Recently I encountered a problem that I have encountered thrice before, where someone helped me out by creating a large database table containing related pairs of values. The data was expected to be used in a way where a value of 1 should be returned by a PSM function if there is a connection/link between the two pairs (eg. Trump and Kevin Bacon), or 0 if there is no link. On the face of things, this is a similar issue to traversing a list to arrive at the Bacon Number within some sort of graph database, that has been implemented using elegant algorithms and structures for linking pairs of actors and movies. Unfortunately, someone helped me out by sabotaging the initial design. The knock-on implication is that other systems with a dependency on this data are implemented sub-optimally (or putting things somewhat more colloquially and bitterly, the bodged design will make the code I have to write execute excruciatingly slowly, and I have to take the wrap for it).

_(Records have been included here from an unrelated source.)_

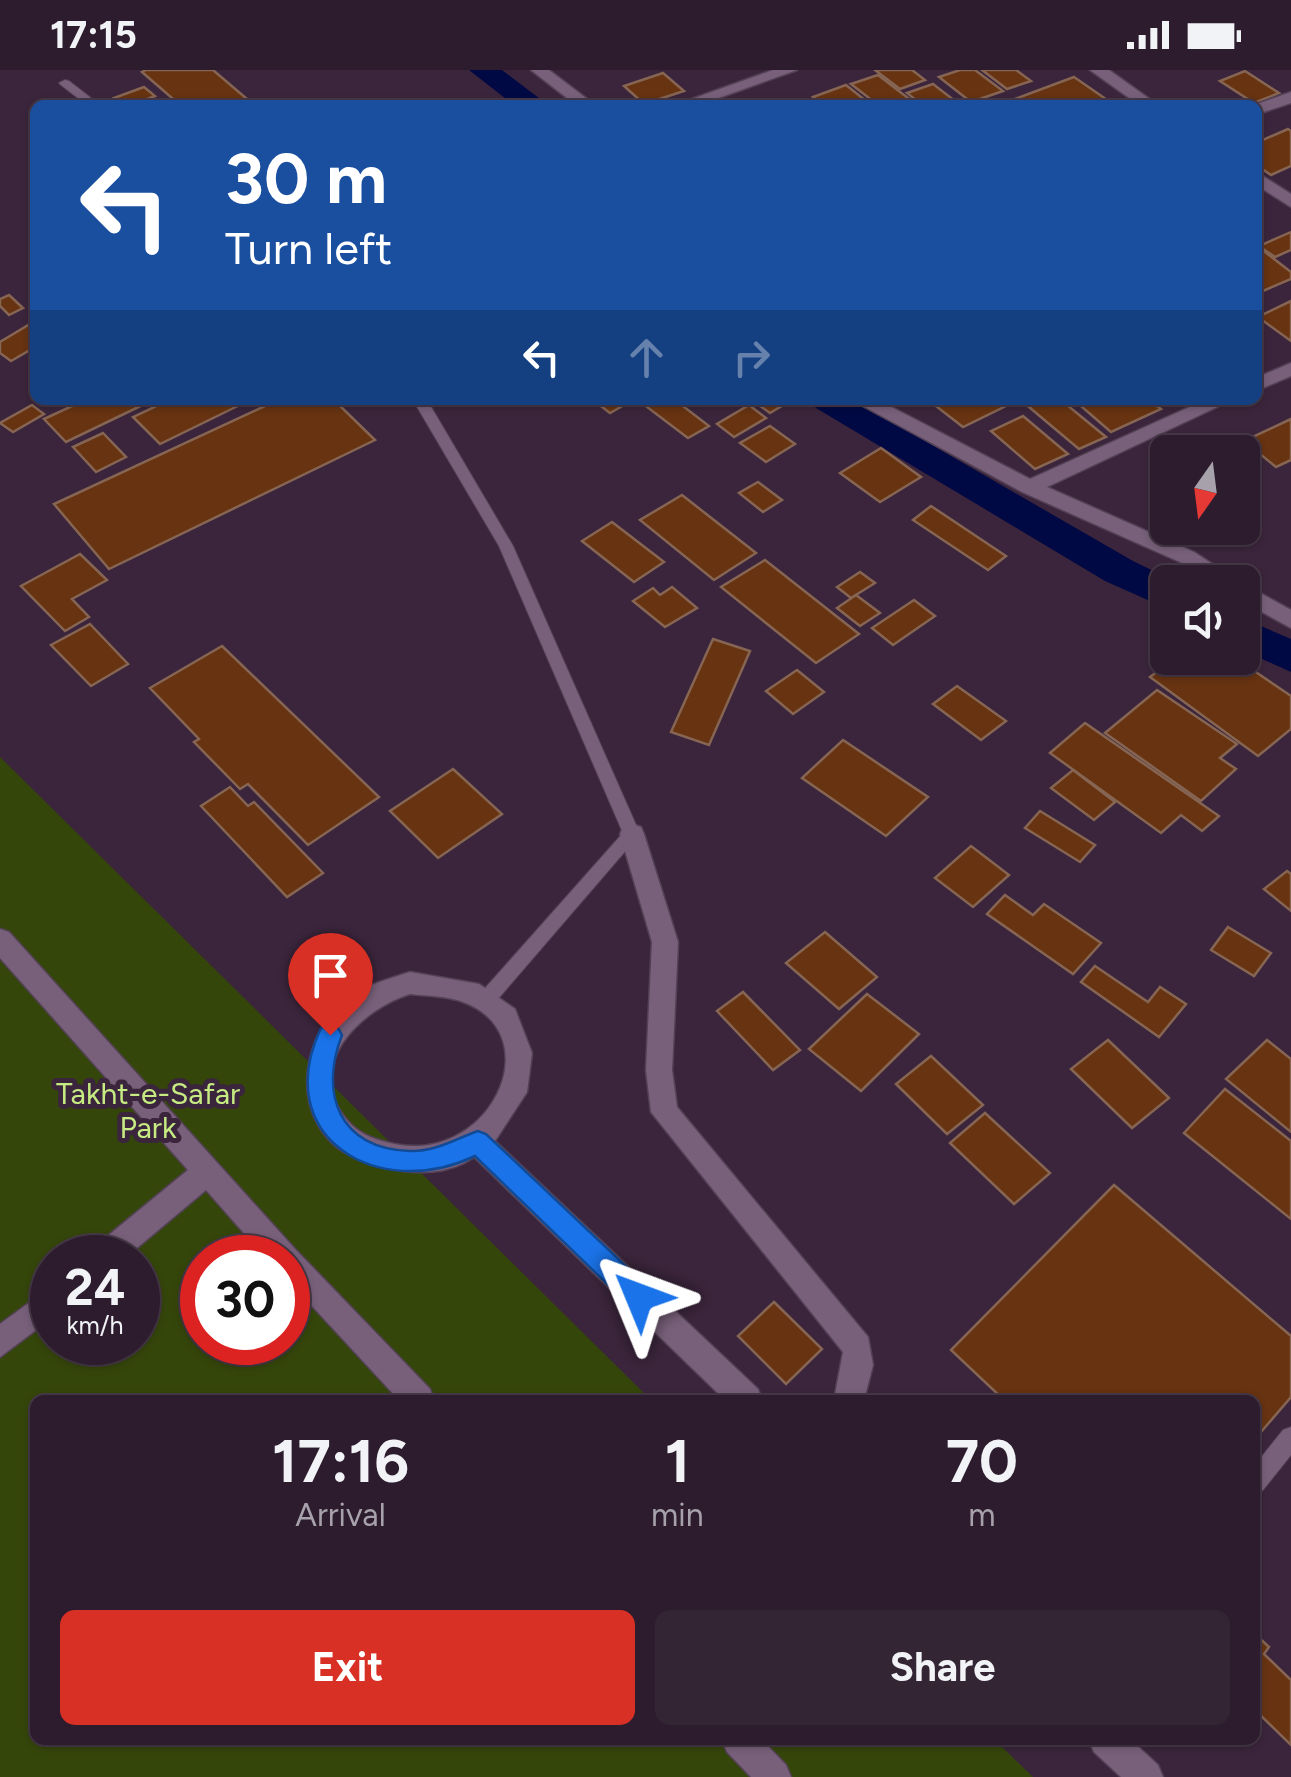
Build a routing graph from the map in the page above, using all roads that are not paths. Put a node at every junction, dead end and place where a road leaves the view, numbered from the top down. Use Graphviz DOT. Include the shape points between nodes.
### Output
graph roads {
  1 [pos="539,70"];
  2 [pos="789,70"];
  3 [pos="1098,70"];
  4 [pos="65,83"];
  5 [pos="1291,97"];
  6 [pos="87,100"];
  7 [pos="580,100"];
  8 [pos="697,100"];
  9 [pos="1143,100"];
  10 [pos="1262,108"];
  11 [pos="1262,181"];
  12 [pos="1291,202"];
  13 [pos="1291,369"];
  14 [pos="1262,382"];
  15 [pos="423,405"];
  16 [pos="872,405"];
  17 [pos="1211,405"];
  18 [pos="1029,487"];
  19 [pos="1200,565"];
  20 [pos="1260,601"];
  21 [pos="1291,620"];
  22 [pos="632,834"];
  23 [pos="0,940"];
  24 [pos="485,1001"];
  25 [pos="478,1142"];
  26 [pos="205,1173"];
  27 [pos="131,1235"];
  28 [pos="263,1235"];
  29 [pos="310,1284"];
  30 [pos="30,1319"];
  31 [pos="0,1344"];
  32 [pos="414,1395"];
  33 [pos="742,1395"];
  34 [pos="849,1395"];
  35 [pos="1291,1438"];
  36 [pos="1260,1476"];
  37 [pos="745,1745"];
  38 [pos="1111,1745"];
  39 [pos="774,1777"];
  40 [pos="1146,1777"];
  1 -- 7 [label="street"];
  2 -- 8 [label="street"];
  3 -- 9 [label="street"];
  4 -- 6 [label="lane"];
  5 -- 10 [label="street"];
  11 -- 12 [label="street"];
  13 -- 14 [label="street"];
  15 -- 22 [label="lane" via="506,546"];
  16 -- 18 [label="street"];
  17 -- 18 [label="street"];
  18 -- 19 [label="street"];
  20 -- 21 [label="street"];
  22 -- 24 [label="lane"];
  22 -- 34 [label="street" via="666,942 659,1070 664,1112 858,1346"];
  23 -- 26 [label="street"];
  24 -- 25 [label="street" via="514,1033 521,1062 517,1092 502,1120"];
  24 -- 25 [label="street" via="442,982 378,993 350,1010 319,1062 318,1092 328,1120 348,1142 377,1157 445,1158"];
  25 -- 33 [label="street"];
  26 -- 27 [label="street"];
  26 -- 28 [label="street"];
  29 -- 32 [label="street"];
  30 -- 31 [label="street"];
  35 -- 36 [label="lane"];
  37 -- 39 [label="street"];
  38 -- 40 [label="street"];
}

The offending table was defined with just two VARCHAR2 columns. It contained over 21 million rows of data pairs (growing by 1.5million/month – this is a time bomb!). I include some example data below, using Christian names rather than the domain specific data and jargon that would detract from my argument. The (adjusted) business requirement was to determine whether one Christian name was an alias for another, possibly by traversing a hierarchy or linked list of sorts.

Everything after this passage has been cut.